A threshold analysis indicated that annual screening with the QFT prevents more TB cases than with the TST when the adherence of HCWs with TST reading post-exposure is less than 65.7% (base-case value, 95.0%). The same holds true when the specificity of the TST falls below 95.1% (base-case value, 97.0%), and when the specificity of serial QFT exceeds 96.9% (base-case value, 95.0%). Post-exposure screening only is cheaper with the QFT than with the TST only when the specificity of the TST falls below 83.1% (base-case value, 97.0%). Finally, targeted TST screening is cheaper than post-exposure TST screening only when high-risk HCWs have an annual risk of exposure above 43.6%, which far exceeds any reasonable estimate of exposure in current North American settings.
Our analysis suggests that, in North American settings where patients with TB are likely encountered, routine annual screening for HCWs who perform typical patient care activities provides very limited benefit at high cost, compared to more targeted approaches, provided there is reasonable recognition of exposures after they occur. To prevent less than one additional TB case per 5000 workers over 20 years, the cost of annual screening for intermediate-risk workers is nearly triple that of a targeted strategy where only the highest risk workers are routinely screened. Less intensive screening strategies also appear to be associated with slightly better quality-adjusted survival. These findings reflect the fact that most North American HCWs now face a very small annual risk of TB infection. On a group level, unnecessary LTBI treatment produces small decrements in quality-adjusted survival that outweigh small gains from active TB cases averted in a much smaller number of workers.

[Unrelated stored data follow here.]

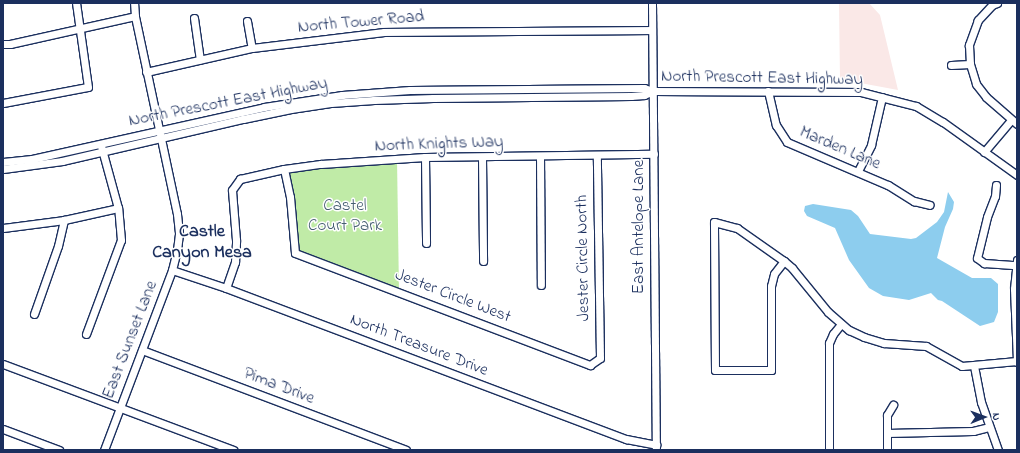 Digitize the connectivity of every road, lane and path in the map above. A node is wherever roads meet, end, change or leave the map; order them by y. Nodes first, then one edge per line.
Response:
1 (76, 3) edge
2 (134, 3) edge
3 (652, 3) edge
4 (993, 4) edge
5 (135, 16) junction
6 (194, 18) dead end
7 (247, 21) dead end
8 (80, 29) junction
9 (652, 30) junction
10 (3, 44) edge
11 (252, 48) junction
12 (200, 60) junction
13 (970, 64) junction
14 (951, 65) dead end
15 (146, 72) junction
16 (653, 91) junction
17 (768, 91) junction
18 (882, 97) junction
19 (3, 103) edge
20 (1014, 122) edge
21 (159, 134) junction
22 (102, 147) junction
23 (984, 152) junction
24 (654, 154) junction
25 (540, 156) junction
26 (597, 156) junction
27 (425, 157) junction
28 (482, 157) junction
29 (3, 162) edge
30 (3, 169) edge
31 (284, 169) junction
32 (858, 171) junction
33 (1017, 175) edge
34 (996, 185) dead end
35 (930, 205) dead end
36 (118, 208) junction
37 (64, 220) junction
38 (3, 229) edge
39 (426, 243) dead end
40 (484, 261) dead end
41 (784, 261) junction
42 (1016, 263) edge
43 (172, 270) junction
44 (541, 285) dead end
45 (226, 288) junction
46 (34, 314) dead end
47 (840, 324) junction
48 (86, 334) dead end
49 (142, 350) junction
50 (600, 358) joint
51 (1017, 362) edge
52 (3, 364) edge
53 (974, 366) junction
54 (893, 405) dead end
55 (120, 408) junction
56 (989, 427) junction
57 (3, 429) edge
58 (886, 433) junction
59 (656, 447) edge
60 (59, 450) edge
61 (104, 450) edge
62 (233, 450) edge
63 (406, 450) edge
64 (828, 450) edge
65 (887, 450) edge
66 (998, 450) edge

1 - 8 street
2 - 5 street, East Sunset Lane
3 - 9 street, East Antelope Lane
4 - 13 street
5 - 8 street
5 - 15 street, East Sunset Lane
6 - 12 street
7 - 11 street
8 - 10 street
8 - 19 street
9 - 11 street, North Tower Road
9 - 16 street, East Antelope Lane
11 - 12 street, North Tower Road
12 - 15 street, North Tower Road
13 - 14 street
13 - 20 street
15 - 21 street, East Sunset Lane
16 - 17 street, North Prescott East Highway
16 - 21 street, North Prescott East Highway
16 - 24 street, East Antelope Lane
17 - 18 street, North Prescott East Highway
17 - 32 street, Marden Lane
18 - 23 street, North Prescott East Highway
18 - 32 street
20 - 23 street
21 - 22 street, North Prescott East Highway
21 - 43 street, East Sunset Lane
22 - 29 street, North Prescott East Highway
22 - 30 street, North Prescott East Highway
22 - 36 street
23 - 33 street, North Prescott East Highway
24 - 26 street, North Knights Way
24 - 59 street, East Antelope Lane
25 - 26 street, North Knights Way
25 - 28 street, North Knights Way
25 - 44 street
26 - 50 street, Jester Circle North
27 - 28 street, North Knights Way
27 - 31 street, North Knights Way
27 - 39 street
28 - 40 street
31 - 45 street, North Knights Way
31 - 50 street, Jester Circle West
32 - 35 street, Marden Lane
34 - 42 street
36 - 37 street
36 - 48 street
37 - 38 street
37 - 46 street
41 - 41 street
41 - 47 street
42 - 51 street
43 - 45 street, North Treasure Drive
43 - 49 street, East Sunset Lane
45 - 59 street, North Treasure Drive
47 - 53 street
47 - 64 street
49 - 55 street, East Sunset Lane
49 - 63 street, Pima Drive
51 - 53 street
52 - 55 street
53 - 56 street
54 - 58 street
55 - 61 street, East Sunset Lane
55 - 62 street
56 - 58 street
56 - 66 street
57 - 60 street
58 - 65 street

In our base case, we assumed that workers were 100% adherent with annual testing, i.e. that it was mandatory for renewal of employment. This conservative assumption may not be applicable to all settings, in which case annual screening would be even less cost-effective compared to the targeted strategies. In addition, steps to ensure adherence with screening after recognised exposures will likely offset any minor decrements in TB prevention if annual screening is stopped. Our results also suggest that the use of QFT is systematically more expensive than the TST, regardless of the screening frequency, and most often does not provide any gain in TB prevention.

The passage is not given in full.